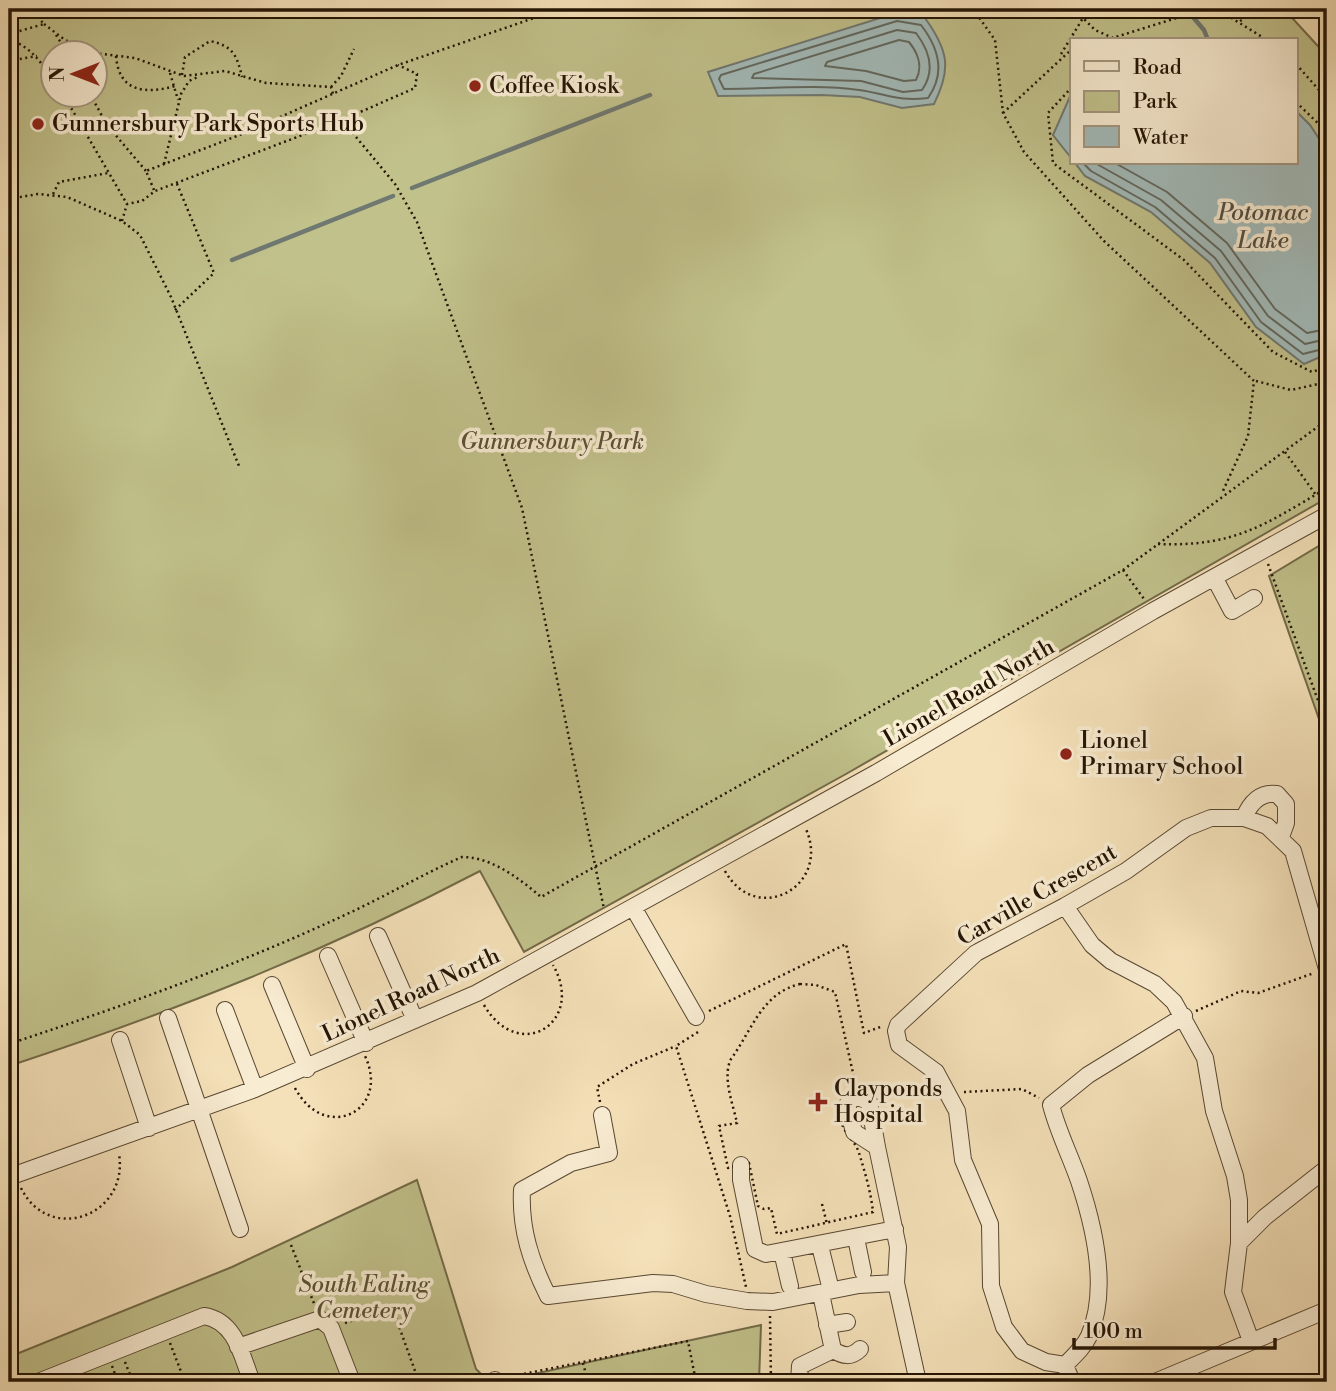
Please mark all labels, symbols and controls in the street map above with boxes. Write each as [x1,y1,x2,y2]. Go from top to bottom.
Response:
north arrow [38,38,108,108]
legend [1070,38,1298,164]
text: Road [1133,55,1182,81]
text: N [46,66,70,82]
place label: Coffee Kiosk [489,72,620,100]
marker: Coffee Kiosk [467,78,483,94]
text: Park [1133,89,1178,115]
place label: Gunnersbury Park Sports Hub [52,110,364,138]
marker: Gunnersbury Park Sports Hub [30,116,46,132]
text: Water [1132,125,1188,151]
water label: Potomac Lake [1217,198,1309,256]
park label: Gunnersbury Park [460,428,644,456]
street label: Lionel Road North [878,632,1060,753]
place label: Lionel Primary School [1080,727,1243,781]
marker: Lionel Primary School [1058,746,1074,762]
street label: Carville Crescent [952,838,1122,952]
street label: Lionel Road North [318,941,505,1049]
place label: Clayponds Hospital [834,1075,942,1129]
marker: Clayponds Hospital [808,1092,828,1112]
park label: South Ealing Cemetery [299,1271,431,1325]
scale bar [1074,1307,1275,1351]
text: 100 m [1084,1319,1143,1345]

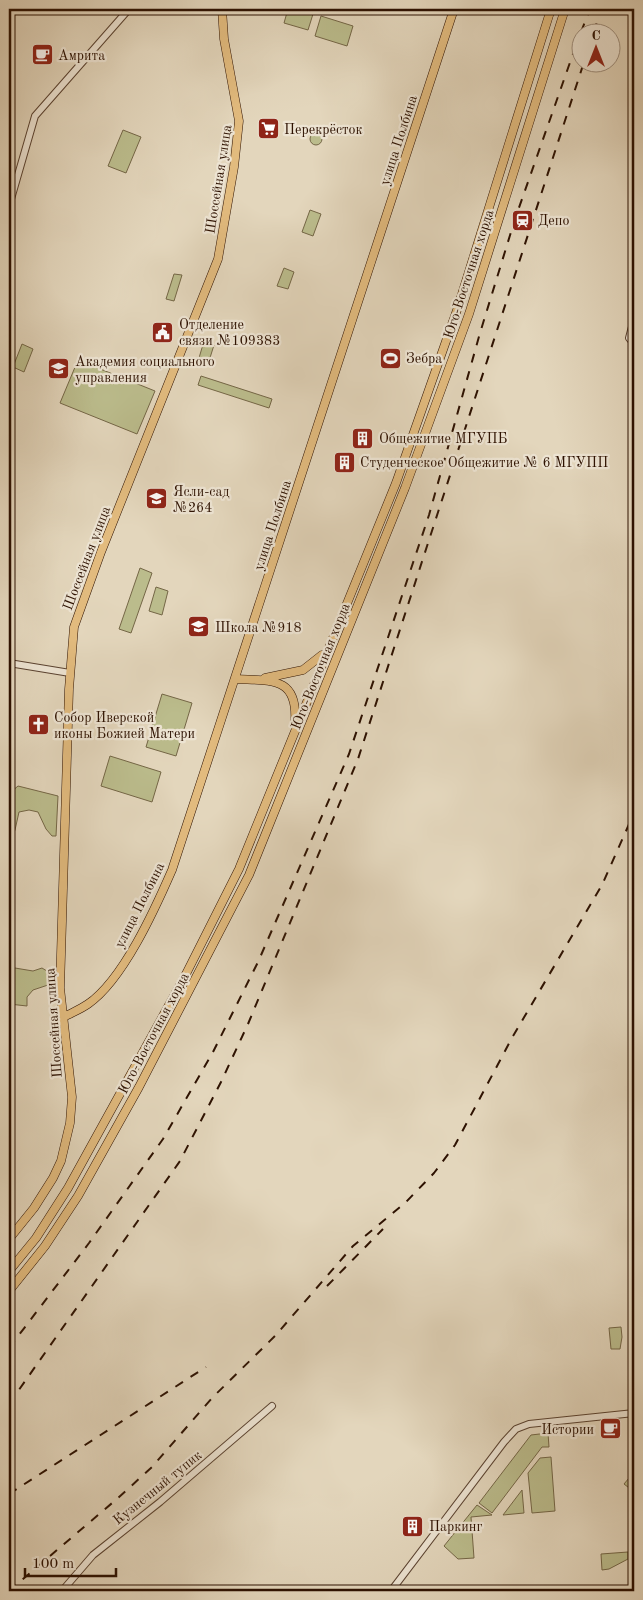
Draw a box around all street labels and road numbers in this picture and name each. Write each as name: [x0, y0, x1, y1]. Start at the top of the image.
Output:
street label: улица Полбина: [378, 93, 420, 187]
street label: Шоссейная улица: [203, 124, 235, 235]
street label: Юго-Восточная хорда: [441, 208, 497, 341]
street label: улица Полбина: [252, 478, 294, 572]
street label: Шоссейная улица: [61, 504, 113, 612]
street label: Юго-Восточная хорда: [289, 601, 353, 732]
street label: улица Полбина: [112, 860, 167, 950]
street label: Шоссейная улица: [43, 967, 65, 1078]
street label: Юго-Восточная хорда: [116, 970, 192, 1096]
street label: Кузнечный тупик: [111, 1448, 205, 1528]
###
* TASK TO CARRY OUT:
Set down, exactly as they appear, the line holding "Draw a box around" and every line after it until the records end.

* TASK OUTPUT:
Draw a box around all street labels and road numbers in this picture and name each. Write each as name: [x0, y0, x1, y1]. Start at the top of the image.
Output:
street label: улица Полбина: [378, 93, 420, 187]
street label: Шоссейная улица: [203, 124, 235, 235]
street label: Юго-Восточная хорда: [441, 208, 497, 341]
street label: улица Полбина: [252, 478, 294, 572]
street label: Шоссейная улица: [61, 504, 113, 612]
street label: Юго-Восточная хорда: [289, 601, 353, 732]
street label: улица Полбина: [112, 860, 167, 950]
street label: Шоссейная улица: [43, 967, 65, 1078]
street label: Юго-Восточная хорда: [116, 970, 192, 1096]
street label: Кузнечный тупик: [111, 1448, 205, 1528]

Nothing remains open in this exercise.